Die Meeresbiologin Antje Boetius schaut dorthin, wo kein Mensch hinkommt – in die Tiefe der Ozeane. In der arktischen Tiefsee hat sie heiße Quellen und blühendes Leben gefunden.

Stand: 16.10.2017

Erst langsam dringen Wissenschaftler in die „terra incognita“ vor, in große Tiefen zwischen vier- und elftausend Meter unter dem Meeresspiegel. Mehr als 90 Prozent aller noch unbekannter Arten befinden sich dort. Die meisten sehen auch die Meeresbiologen zum ersten Mal. „In der sonst so nahrungsarmen Tiefsee haben wir am Seeberg blühendes Leben entdeckt“, erzählt Antje Boetius. Dort gebe es Würmer, Schwämme, Seesterne, Krebse und noch unbekannte Planktonarten.

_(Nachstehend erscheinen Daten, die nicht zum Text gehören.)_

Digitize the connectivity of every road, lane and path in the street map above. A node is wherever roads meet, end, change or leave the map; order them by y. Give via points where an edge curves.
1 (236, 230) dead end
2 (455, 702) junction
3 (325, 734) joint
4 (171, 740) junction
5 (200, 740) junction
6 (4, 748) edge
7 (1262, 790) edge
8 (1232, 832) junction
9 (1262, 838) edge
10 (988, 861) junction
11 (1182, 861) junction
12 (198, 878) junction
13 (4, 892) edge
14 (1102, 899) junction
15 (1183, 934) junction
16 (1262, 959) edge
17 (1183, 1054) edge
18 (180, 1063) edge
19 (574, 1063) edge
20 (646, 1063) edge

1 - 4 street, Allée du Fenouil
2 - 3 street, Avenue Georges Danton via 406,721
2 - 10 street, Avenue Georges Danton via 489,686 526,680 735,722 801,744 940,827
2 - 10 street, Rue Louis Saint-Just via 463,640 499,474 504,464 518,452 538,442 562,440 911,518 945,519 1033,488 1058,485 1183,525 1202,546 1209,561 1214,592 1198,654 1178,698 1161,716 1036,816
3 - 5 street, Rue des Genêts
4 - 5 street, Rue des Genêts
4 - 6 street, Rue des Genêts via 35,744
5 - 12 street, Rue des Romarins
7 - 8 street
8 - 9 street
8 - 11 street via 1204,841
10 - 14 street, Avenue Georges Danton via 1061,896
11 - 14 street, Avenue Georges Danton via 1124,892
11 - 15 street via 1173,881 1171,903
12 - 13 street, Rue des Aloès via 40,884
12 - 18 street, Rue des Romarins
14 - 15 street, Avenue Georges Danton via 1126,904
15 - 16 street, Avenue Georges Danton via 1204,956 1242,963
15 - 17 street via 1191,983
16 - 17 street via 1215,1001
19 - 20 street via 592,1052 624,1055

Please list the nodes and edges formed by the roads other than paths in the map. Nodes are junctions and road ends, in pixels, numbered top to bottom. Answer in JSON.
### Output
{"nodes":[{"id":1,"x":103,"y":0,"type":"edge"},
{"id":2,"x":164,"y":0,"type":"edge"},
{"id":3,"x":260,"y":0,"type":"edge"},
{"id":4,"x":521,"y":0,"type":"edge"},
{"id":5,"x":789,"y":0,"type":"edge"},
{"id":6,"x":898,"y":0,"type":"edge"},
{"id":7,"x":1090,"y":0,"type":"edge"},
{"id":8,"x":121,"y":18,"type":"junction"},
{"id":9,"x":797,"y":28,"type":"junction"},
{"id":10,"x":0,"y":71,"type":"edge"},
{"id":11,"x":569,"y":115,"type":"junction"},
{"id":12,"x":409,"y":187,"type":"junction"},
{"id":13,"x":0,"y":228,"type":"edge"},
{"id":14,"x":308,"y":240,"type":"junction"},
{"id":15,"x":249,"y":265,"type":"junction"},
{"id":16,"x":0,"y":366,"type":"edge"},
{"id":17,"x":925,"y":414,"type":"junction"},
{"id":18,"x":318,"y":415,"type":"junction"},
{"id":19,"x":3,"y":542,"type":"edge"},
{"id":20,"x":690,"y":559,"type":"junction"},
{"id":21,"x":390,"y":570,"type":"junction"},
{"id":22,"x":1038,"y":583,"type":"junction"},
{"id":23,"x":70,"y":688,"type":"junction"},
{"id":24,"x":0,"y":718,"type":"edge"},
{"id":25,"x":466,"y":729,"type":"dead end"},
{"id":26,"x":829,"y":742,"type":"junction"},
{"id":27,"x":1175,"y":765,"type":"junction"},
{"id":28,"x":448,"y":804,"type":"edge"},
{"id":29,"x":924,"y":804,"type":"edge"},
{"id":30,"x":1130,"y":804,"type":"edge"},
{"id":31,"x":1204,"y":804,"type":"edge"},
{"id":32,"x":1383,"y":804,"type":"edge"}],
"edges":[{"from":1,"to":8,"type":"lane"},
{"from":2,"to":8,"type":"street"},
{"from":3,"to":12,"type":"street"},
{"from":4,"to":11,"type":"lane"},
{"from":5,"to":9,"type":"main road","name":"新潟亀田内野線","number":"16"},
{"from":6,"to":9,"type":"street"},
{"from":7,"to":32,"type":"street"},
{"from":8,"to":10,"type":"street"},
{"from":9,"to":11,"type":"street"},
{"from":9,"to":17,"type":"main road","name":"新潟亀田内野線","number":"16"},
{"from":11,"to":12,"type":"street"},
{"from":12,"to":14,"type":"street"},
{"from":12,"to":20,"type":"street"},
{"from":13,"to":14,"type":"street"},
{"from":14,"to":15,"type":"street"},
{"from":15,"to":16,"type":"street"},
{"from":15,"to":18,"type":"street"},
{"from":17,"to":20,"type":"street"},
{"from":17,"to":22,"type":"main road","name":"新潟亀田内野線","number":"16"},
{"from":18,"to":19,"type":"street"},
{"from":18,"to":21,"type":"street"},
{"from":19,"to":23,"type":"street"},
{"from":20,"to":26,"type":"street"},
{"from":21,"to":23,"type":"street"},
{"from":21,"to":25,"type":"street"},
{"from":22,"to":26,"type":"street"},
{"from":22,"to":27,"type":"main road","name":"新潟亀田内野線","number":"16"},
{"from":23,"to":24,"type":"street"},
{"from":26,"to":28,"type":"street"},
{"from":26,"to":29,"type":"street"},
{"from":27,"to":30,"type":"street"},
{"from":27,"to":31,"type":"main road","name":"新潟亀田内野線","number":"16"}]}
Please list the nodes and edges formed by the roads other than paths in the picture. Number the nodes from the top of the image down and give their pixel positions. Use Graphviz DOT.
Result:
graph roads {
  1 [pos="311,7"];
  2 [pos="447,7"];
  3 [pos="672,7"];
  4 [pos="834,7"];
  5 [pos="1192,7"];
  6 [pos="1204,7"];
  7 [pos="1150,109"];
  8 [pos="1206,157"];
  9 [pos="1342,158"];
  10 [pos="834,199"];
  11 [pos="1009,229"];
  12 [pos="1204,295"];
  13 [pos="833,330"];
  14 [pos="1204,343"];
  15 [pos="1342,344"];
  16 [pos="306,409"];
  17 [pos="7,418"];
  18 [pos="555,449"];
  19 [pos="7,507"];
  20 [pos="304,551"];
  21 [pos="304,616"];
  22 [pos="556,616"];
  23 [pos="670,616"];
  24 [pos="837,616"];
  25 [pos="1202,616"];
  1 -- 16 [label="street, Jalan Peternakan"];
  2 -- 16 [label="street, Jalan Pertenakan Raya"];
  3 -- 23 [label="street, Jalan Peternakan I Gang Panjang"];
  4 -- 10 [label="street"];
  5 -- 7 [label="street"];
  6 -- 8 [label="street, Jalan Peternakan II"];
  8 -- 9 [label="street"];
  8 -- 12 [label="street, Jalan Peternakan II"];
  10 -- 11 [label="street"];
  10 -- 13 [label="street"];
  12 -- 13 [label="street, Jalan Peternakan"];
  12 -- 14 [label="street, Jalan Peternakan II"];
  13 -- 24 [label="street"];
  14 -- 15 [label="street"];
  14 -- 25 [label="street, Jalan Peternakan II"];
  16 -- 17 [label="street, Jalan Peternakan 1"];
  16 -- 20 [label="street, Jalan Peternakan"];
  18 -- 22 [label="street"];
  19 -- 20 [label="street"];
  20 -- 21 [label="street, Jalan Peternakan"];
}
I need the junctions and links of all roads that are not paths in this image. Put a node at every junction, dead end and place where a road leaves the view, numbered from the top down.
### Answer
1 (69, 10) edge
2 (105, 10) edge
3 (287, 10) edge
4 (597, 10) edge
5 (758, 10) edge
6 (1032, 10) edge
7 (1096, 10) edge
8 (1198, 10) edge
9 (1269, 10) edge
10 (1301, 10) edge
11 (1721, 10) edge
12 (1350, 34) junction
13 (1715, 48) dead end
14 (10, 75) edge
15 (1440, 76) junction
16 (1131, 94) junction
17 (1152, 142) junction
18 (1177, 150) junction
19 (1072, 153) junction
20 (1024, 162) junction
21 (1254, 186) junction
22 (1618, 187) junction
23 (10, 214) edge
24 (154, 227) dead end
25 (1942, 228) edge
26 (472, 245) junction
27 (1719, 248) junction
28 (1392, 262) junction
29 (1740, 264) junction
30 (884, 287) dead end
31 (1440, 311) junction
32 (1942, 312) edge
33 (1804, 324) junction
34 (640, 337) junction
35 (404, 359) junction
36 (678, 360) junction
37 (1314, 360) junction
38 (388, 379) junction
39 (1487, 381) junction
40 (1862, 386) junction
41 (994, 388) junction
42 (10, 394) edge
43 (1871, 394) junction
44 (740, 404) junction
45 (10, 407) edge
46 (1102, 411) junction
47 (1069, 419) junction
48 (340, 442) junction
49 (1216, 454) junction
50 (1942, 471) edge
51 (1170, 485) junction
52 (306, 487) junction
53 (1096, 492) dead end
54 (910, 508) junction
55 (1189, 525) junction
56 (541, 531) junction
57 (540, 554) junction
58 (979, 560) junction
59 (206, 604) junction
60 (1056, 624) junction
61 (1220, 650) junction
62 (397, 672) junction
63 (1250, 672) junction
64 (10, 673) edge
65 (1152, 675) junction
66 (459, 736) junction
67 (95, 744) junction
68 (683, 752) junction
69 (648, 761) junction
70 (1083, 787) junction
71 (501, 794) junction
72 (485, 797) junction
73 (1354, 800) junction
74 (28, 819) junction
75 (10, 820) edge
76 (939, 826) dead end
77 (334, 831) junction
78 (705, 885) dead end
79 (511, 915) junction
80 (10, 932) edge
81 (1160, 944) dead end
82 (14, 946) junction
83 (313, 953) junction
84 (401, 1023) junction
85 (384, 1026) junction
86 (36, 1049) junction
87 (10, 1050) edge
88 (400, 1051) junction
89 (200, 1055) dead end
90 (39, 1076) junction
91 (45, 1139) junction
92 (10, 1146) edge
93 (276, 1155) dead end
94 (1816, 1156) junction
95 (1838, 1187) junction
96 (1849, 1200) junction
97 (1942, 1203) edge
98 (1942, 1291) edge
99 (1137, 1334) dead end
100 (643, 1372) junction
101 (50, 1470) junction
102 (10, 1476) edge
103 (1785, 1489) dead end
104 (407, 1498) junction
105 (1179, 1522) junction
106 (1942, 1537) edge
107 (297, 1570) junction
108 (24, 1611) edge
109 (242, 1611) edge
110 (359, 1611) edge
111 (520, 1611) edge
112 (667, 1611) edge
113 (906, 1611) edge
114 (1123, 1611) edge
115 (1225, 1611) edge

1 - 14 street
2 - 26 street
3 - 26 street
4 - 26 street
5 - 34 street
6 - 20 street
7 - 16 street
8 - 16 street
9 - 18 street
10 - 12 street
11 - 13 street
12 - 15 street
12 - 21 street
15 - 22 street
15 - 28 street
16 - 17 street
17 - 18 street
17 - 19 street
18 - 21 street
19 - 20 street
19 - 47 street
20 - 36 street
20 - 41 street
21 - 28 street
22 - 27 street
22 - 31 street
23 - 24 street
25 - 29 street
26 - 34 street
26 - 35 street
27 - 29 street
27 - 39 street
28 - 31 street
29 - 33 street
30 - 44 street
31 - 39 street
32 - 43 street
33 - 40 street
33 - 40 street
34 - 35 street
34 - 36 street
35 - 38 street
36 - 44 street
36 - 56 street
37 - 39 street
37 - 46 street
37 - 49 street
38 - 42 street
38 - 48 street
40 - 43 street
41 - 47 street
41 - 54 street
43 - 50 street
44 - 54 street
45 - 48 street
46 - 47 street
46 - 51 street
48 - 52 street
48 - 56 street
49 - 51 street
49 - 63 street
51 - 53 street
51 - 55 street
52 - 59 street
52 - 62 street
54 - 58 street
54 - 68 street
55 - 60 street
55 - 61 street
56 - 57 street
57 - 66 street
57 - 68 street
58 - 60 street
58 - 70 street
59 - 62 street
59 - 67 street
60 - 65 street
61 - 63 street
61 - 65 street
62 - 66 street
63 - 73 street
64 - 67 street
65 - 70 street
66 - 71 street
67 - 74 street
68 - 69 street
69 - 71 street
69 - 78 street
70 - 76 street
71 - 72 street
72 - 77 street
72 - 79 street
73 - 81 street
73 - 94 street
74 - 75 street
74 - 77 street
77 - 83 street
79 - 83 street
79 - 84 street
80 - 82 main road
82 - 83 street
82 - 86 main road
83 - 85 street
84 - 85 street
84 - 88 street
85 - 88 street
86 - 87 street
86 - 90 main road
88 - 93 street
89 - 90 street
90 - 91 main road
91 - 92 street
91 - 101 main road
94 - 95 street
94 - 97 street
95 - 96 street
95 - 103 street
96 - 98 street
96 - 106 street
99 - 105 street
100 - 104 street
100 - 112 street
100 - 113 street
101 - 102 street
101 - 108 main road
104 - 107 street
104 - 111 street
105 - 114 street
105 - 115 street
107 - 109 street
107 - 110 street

Über 45 Expeditionen hat die Meeresbiologin inzwischen hinter sich. Mehr noch als die Vielfalt an Tieren, ist die Vielfalt an Bakterien in der Tiefsee unermesslich groß. So entdeckte Antje Boetius Mikroorganismen, die das in gewaltigen Mengen im Meeresgrund vorkommende Methan verarbeiten und so dafür sorgen, dass nur ein kleiner Teil dieses gefährlichsten aller Treibhausgase in die Atmosphäre gelangt. Dafür erhielt sie 2009 Deutschlands wichtigste wissenschaftliche Auszeichnung, den Leibniz-Preis.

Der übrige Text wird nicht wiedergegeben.